Create a directory to store the turbofan engine degradation Simulation data set.

dataFolder = fullfile(tempdir,"turbofan");
if ~exist(dataFolder,'dir')
    mkdir(dataFolder);
end

Download and extract the turbofan engine degradation simulation data set.

filename = matlab.internal.examples.downloadSupportFile("nnet","data/TurbofanEngineDegradationSimulationData.zip");
unzip(filename,dataFolder)

Prepare Test Data

Load the test data using the processTurboFanDataTest function attached to this example. The processTurboFanDataTest function extracts the data from filenamePredictors and filenameResponses and returns the cell arrays XTest and YTest, which contain the test predictor and response sequences, respectively.

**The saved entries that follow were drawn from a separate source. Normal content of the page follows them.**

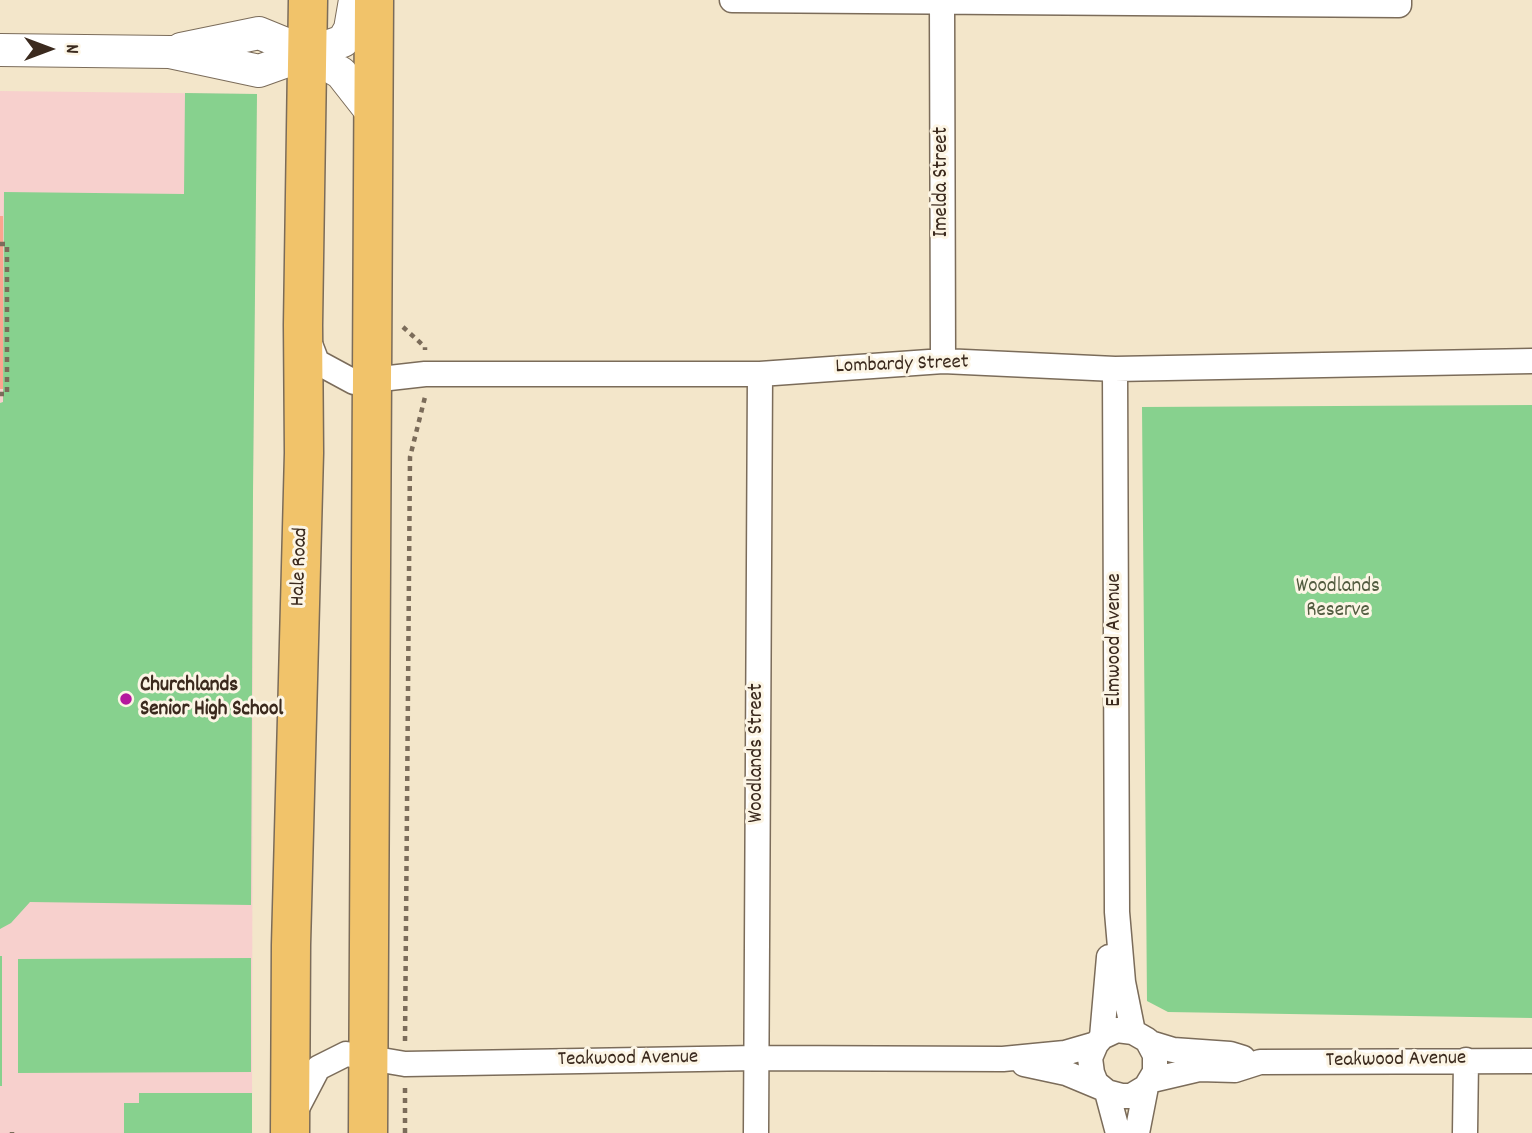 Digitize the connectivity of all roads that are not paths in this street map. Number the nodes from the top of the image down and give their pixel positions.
1 (308, 0) edge
2 (355, 0) edge
3 (374, 0) edge
4 (732, 1) edge
5 (942, 2) junction
6 (1399, 3) edge
7 (0, 50) edge
8 (308, 53) junction
9 (374, 115) junction
10 (303, 325) junction
11 (1532, 360) edge
12 (943, 361) junction
13 (1115, 369) junction
14 (760, 374) junction
15 (372, 379) junction
16 (1117, 912) junction
17 (1142, 1037) junction
18 (1099, 1041) junction
19 (368, 1057) junction
20 (757, 1058) junction
21 (1003, 1059) junction
22 (1465, 1060) junction
23 (1532, 1061) edge
24 (1260, 1062) junction
25 (1149, 1084) junction
26 (1104, 1090) junction
27 (290, 1128) edge
28 (368, 1133) edge
29 (756, 1133) edge
30 (1118, 1133) edge
31 (1137, 1133) edge
32 (1465, 1133) edge

1 - 8 main road, Hale Road
2 - 8 street
3 - 9 main road
4 - 5 street
5 - 6 street
5 - 12 street, Imelda Street
7 - 8 street
8 - 9 street
8 - 10 main road, Hale Road
9 - 15 main road
10 - 15 street, Lombardy Street
10 - 27 main road, Hale Road
11 - 13 street, Lombardy Street
12 - 13 street, Lombardy Street
12 - 14 street, Lombardy Street
13 - 16 street, Elmwood Avenue
14 - 15 street, Lombardy Street
14 - 20 street, Woodlands Street
15 - 19 main road
16 - 17 street, Elmwood Avenue
16 - 18 street, Elmwood Avenue
17 - 18 street
17 - 24 street, Teakwood Avenue
17 - 25 street, Elmwood Avenue
18 - 21 street, Teakwood Avenue
18 - 26 street, Elmwood Avenue
19 - 20 street, Teakwood Avenue
19 - 27 street, Teakwood Avenue
19 - 28 main road
20 - 21 street, Teakwood Avenue
20 - 29 street, Woodlands Street
21 - 26 street, Teakwood Avenue
22 - 23 street, Teakwood Avenue
22 - 24 street, Teakwood Avenue
22 - 32 street
24 - 25 street, Teakwood Avenue
25 - 26 street
25 - 31 street, Elmwood Avenue
26 - 30 street, Elmwood Avenue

filenamePredictors = fullfile(pwd,"test_FD001.txt");
filenameResponses = fullfile(pwd,"RUL_FD001.txt");
[XTest,YTest] = processTurboFanDataTest(filenamePredictors,filenameResponses);

Remove features with constant values using idxConstant calculated from the training data. Normalize the test predictors using the same parameters as in the training data. Clip the test responses at the same threshold used for the training data.

filenamePredictors = fullfile(pwd,"train_FD001.txt");
[XTrain,YTrain] = processTurboFanDataTrain(filenamePredictors);

Remove Features with Constant Values

Features that remain constant for all time steps can negatively impact the training. Find the rows of data that have the same minimum and maximum values, and remove the rows. Then use these values to clean up the test dataset.

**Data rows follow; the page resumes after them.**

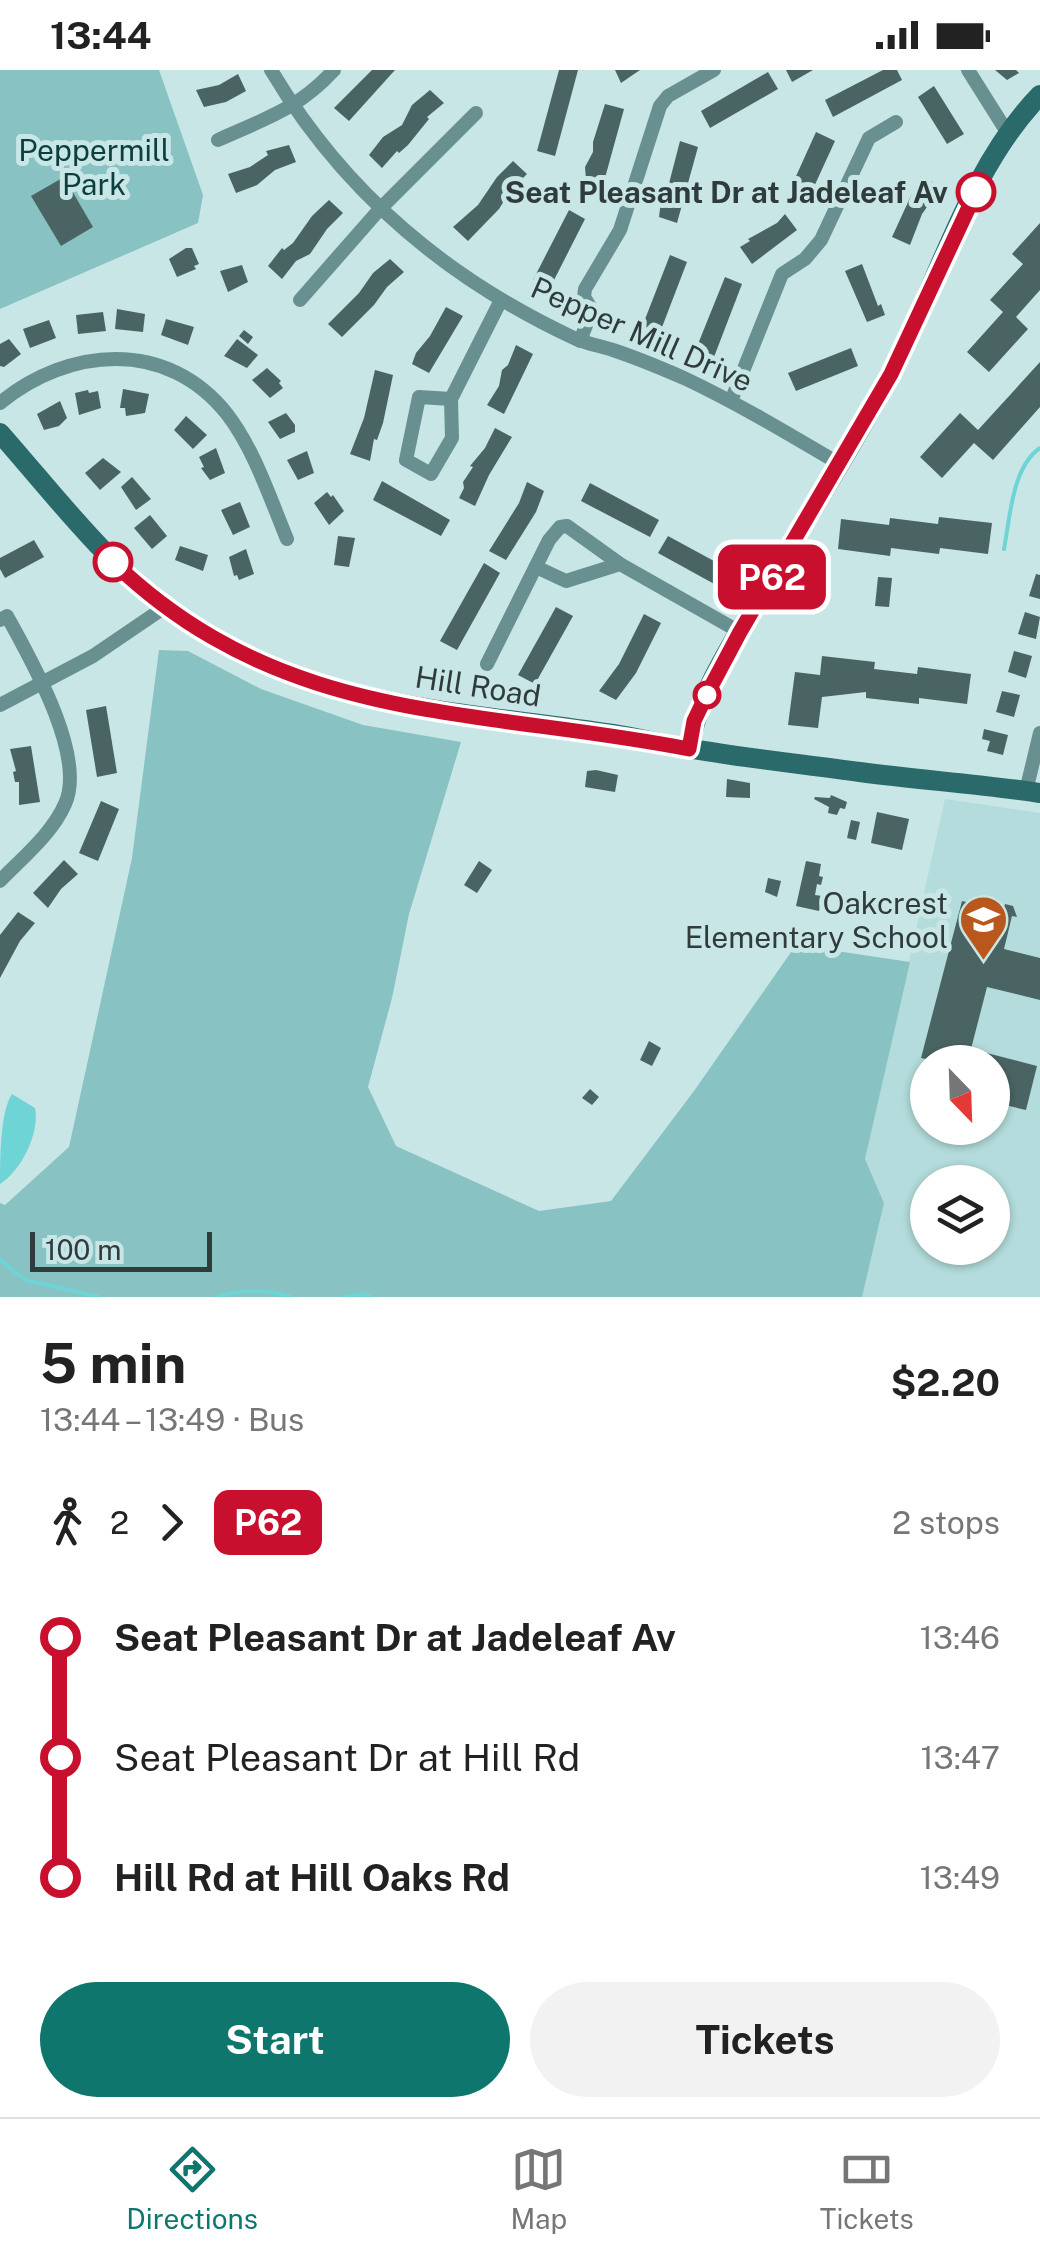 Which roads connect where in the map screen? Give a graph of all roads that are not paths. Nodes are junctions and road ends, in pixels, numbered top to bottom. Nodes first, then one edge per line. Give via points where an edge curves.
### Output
1 (272, 70) edge
2 (334, 70) edge
3 (714, 70) edge
4 (968, 70) edge
5 (1040, 95) edge
6 (293, 106) junction
7 (476, 113) dead end
8 (896, 122) dead end
9 (1007, 132) junction
10 (218, 140) dead end
11 (379, 210) junction
12 (300, 300) dead end
13 (501, 300) junction
14 (580, 341) junction
15 (451, 399) junction
16 (731, 401) junction
17 (0, 402) edge
18 (0, 433) edge
19 (838, 463) junction
20 (287, 539) dead end
21 (620, 564) junction
22 (536, 567) junction
23 (164, 606) junction
24 (0, 620) edge
25 (740, 632) junction
26 (487, 664) dead end
27 (45, 684) junction
28 (0, 705) edge
29 (1040, 733) edge
30 (689, 749) junction
31 (1033, 792) edge
32 (0, 881) edge

1 - 6 street, Pepper Mill Drive
2 - 6 street
3 - 14 street via 660,106 620,230 585,289 592,310
4 - 9 street
5 - 9 street
6 - 10 street
6 - 11 street, Pepper Mill Drive
7 - 11 street
8 - 16 street via 869,138 821,240 782,274
9 - 19 street via 908,341
11 - 12 street
11 - 13 street, Pepper Mill Drive
13 - 14 street, Pepper Mill Drive
13 - 15 street
14 - 16 street, Pepper Mill Drive
15 - 15 street via 452,438 431,474 406,460 419,397
16 - 19 street, Pepper Mill Drive
17 - 20 street via 41,374 88,360 144,363 182,377 217,403 238,431
18 - 23 street, Hill Road via 109,558
19 - 25 street
21 - 22 street via 566,582
21 - 22 street via 567,526 549,540
21 - 25 street
22 - 26 street
23 - 27 street
23 - 30 street, Hill Road via 248,658 340,693
24 - 27 street via 7,616
25 - 30 street via 694,721
27 - 28 street
27 - 32 street via 69,793 58,817
29 - 31 street
30 - 31 street, Hill Road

m = min([XTrain{:}],[],2);
M = max([XTrain{:}],[],2);
idxConstant = M == m;

for i = 1:numel(XTrain)
    XTrain{i}(idxConstant,:) = [];
end

numFeatures = size(XTrain{1},1);
mu = mean([XTrain{:}],2);
sig = std([XTrain{:}],0,2);

for i = 1:numel(XTrain)
    XTrain{i} = (XTrain{i} - mu) ./ sig;
end

thr = 150; %threshold
for i = 1:numel(XTest)
    XTest{i}(idxConstant,:) = [];
    XTest{i} = (XTest{i} - mu) ./ sig;
    YTest{i}(YTest{i} > thr) = thr;
end

Load the Pretrained Network

Load the LSTM network. This network was trained on NASA CMAPSS Data described in [1], enter:

load CMAPSSDataNetwork

View the layers of the network by using the analyzeNetwork function. The function returns a graphical representation of the network and the parameter settings for the layers in the network.

analyzeNetwork(net)

Define FPGA Board Interface

Define the target FPGA board programming interface by using the dlhdl.Target object. Specify that the interface is for a Xilinx board with an Ethernet interface.

To create the target object, enter:

hTarget = dlhdl.Target('Xilinx','Interface','Ethernet');

Alternatively, to use the JTAG interface, install Xilinx™ Vivado™ Design Suite 2020.2. To set the Xilinx Vivado toolpath, enter:

hdlsetuptoolpath('ToolName', 'Xilinx Vivado', 'ToolPath', 'C:\Xilinx\Vivado\2020.2\bin\vivado.bat');
hTarget = dlhdl.Target('Xilinx','Interface','JTAG');

Prepare Network for Deployment

Prepare the network for deployment by creating a dlhdl.Workflow object. Specify the network and the bitstream name. Ensure that the bitstream name matches the data type of your FPGA board. In this example, the target board is the Xilinx ZCU102 SOC. The bitstream uses a single data type.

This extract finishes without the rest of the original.